Damien Rice, 'The Blower's Daughter'

Briseis found herself trembling as she stood on the chariot that bore her away from her lover. She kept her eyes fixed on the place that he had stood, long after he had been swallowed up by the darkness, and in her heart, she would keep watching him forever.

She felt the chariot slowing, and pulled herself out of her reverie. Surely the distance between the Achaean beaches and the Trojan walls could not have been covered so quickly? But when she looked around her they were still in the middle of the empty space where neither the fires from the Greeks, nor the lamps on the Trojan walls were visible.

Priam pulled the horses to a halt, and turned to face his niece, who stood beside him. She was still looking backwards, towards the place where she had been a slave, as if transfixed. Slowly she turned her face towards him, but, as their eyes met, Priam realised that the girl he had known was long gone. In her place was a sad, quiet woman, one who knew pain, and would always carry the scars inflicted on her in the past few days.

"Briseis," Priam said, trying to pull the girl away from the black thoughts, and remind her that she was safe. "Briseis?"

Briseis blinked slowly, and suddenly saw her uncle in front of her; instead of the gaping blackness that had occupied her sight from the moment that she had lost sight of Achilles.

"Briseis, whatever happened to you, it wasn't your fault. You are still a priestess and my beloved niece," Priam told her, but instead of comfort, which he had been trying to offer her, it seemed to bring her more pain, for she flinched at his words, and turned her face away from him.

"I cannot be a priestess any more," she said, but her voice sounded harsh, and hollow.

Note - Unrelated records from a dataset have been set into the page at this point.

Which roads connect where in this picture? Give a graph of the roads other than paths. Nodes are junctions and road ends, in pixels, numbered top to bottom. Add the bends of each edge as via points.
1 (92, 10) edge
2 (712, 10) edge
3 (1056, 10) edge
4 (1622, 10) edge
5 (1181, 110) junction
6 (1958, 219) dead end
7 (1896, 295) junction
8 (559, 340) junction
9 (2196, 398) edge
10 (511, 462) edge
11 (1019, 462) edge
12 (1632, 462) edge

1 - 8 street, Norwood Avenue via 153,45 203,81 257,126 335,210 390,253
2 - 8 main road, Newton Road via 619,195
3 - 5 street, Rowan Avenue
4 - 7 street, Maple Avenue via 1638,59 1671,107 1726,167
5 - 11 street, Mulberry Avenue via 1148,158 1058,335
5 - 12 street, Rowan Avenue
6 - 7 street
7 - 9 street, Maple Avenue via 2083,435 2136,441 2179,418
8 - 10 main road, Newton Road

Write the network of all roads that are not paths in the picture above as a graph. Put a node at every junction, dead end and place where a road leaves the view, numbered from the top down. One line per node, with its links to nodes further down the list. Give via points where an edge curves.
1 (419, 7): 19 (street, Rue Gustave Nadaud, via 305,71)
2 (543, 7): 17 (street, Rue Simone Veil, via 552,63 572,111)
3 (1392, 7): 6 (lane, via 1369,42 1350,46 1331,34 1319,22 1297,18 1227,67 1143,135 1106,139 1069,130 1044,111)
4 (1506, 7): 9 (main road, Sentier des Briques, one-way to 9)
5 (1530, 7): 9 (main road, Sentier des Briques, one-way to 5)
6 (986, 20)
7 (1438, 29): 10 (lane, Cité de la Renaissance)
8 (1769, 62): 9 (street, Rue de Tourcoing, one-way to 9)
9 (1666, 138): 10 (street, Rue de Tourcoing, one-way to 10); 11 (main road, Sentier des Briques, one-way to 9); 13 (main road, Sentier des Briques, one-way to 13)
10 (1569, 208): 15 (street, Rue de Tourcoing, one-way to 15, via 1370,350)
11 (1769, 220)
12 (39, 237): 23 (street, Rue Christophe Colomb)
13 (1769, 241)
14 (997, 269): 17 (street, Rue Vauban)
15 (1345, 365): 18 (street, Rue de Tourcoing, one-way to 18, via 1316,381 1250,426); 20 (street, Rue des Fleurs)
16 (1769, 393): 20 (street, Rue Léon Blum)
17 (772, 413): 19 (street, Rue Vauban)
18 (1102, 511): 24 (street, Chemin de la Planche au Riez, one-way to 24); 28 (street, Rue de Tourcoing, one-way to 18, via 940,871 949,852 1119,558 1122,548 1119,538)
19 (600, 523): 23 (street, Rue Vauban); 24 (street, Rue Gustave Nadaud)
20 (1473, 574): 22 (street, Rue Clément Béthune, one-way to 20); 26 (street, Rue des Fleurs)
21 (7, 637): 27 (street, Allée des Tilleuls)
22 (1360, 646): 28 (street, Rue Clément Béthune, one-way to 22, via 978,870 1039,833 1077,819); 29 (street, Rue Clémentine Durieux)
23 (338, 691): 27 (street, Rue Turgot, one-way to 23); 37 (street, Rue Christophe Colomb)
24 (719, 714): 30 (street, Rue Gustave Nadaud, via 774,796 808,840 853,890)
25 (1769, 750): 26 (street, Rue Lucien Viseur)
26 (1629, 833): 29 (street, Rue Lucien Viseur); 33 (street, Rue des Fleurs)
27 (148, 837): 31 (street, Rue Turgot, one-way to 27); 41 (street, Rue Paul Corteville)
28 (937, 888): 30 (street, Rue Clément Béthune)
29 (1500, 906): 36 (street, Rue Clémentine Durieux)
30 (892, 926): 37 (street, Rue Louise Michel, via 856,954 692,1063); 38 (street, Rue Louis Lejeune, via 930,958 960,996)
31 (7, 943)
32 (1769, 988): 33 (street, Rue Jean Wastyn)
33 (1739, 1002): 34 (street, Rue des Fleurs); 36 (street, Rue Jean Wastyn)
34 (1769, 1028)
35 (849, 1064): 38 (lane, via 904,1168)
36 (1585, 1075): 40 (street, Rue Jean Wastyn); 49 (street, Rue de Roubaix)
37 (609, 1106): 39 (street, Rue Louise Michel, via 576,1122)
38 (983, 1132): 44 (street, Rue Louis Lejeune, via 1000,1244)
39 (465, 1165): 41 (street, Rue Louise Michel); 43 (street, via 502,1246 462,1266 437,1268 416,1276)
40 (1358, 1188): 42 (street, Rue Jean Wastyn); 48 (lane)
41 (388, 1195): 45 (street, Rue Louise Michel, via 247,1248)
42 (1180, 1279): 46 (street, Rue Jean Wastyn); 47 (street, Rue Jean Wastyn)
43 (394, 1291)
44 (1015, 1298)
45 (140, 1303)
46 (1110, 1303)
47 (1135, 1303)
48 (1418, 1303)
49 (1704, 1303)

"Briseis, do not blame yourself for what happened to you," Priam said, struggling to ease the pain that she was in. "Sometimes...sometimes the Gods send these things to test us...to make us stronger to serve them better."

Even in her angst-stricken state, Briseis could not fail to see the irony in the old King's words. Yes, the Gods had sent her to the Greeks' camp to test her, and she had failed their test bitterly.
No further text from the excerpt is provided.